Estoy trabajando en ello.

También estoy trabajando en encontrar a la bruja del Alma.

—El corazón de Belladonna dio un salto, recordando su paño ensangrentado que aún no había podido alejar de ella.

—Sus manos se volvieron sudorosas y las frotó contra su vestido, su mirada fija en la puerta como si la salvación fuera a salir de ella.

—Casi tuve mi respuesta hace unos días, pero algo se interpuso en el camino —se inclinó suavemente, su voz un susurro bajo—.

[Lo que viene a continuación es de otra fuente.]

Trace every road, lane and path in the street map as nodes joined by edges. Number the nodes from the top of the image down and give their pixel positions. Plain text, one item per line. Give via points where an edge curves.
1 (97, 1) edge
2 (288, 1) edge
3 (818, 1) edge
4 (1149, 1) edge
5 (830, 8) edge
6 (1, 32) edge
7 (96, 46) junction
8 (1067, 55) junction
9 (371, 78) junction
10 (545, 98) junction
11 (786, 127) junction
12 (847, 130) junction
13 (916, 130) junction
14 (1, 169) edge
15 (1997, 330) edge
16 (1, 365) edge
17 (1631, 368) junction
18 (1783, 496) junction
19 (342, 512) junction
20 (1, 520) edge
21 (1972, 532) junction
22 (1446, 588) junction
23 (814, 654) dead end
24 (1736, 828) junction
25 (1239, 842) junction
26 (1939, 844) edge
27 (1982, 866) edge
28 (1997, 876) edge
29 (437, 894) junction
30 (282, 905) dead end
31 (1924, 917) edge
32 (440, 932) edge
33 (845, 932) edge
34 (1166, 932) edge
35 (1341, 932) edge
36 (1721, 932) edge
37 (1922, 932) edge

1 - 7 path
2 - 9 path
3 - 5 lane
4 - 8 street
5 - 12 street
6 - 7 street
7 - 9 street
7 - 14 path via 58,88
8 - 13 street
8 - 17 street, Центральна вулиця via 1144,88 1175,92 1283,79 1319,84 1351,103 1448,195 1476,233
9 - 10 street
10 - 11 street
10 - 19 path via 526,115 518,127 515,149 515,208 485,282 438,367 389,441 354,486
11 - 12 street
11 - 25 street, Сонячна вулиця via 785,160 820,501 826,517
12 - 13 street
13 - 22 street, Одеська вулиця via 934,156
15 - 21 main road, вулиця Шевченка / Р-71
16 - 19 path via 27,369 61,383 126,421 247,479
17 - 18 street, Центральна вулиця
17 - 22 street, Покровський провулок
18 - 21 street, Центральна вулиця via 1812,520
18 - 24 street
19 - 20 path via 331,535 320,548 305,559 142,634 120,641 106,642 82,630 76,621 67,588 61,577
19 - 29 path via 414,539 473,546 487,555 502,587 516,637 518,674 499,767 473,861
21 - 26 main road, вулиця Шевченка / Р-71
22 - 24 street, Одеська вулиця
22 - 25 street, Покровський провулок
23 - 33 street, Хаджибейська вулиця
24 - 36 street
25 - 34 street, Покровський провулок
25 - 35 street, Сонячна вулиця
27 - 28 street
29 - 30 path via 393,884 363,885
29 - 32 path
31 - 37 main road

Espero que hayas estado manteniéndote alejada del Rey.

—Por supuesto —Belladonna se deslizó fácilmente en su acto—.

Él ha estado muy ocupado, así que eso ha sido un poco fácil.

—La sonrisa de Lady Kestra era demasiado amplia, podría hacerle reventar los labios.

—Era doloroso mirarla, casi tan doloroso como el agarre que Belladonna tenía alrededor de la aguja que tenía en la mano.

—Ni siquiera sabía cuándo la había agarrado, pero ciertamente había alguna intención asesina detrás del acto, una que surgió a la superficie y la tentó a actuar en base a ella.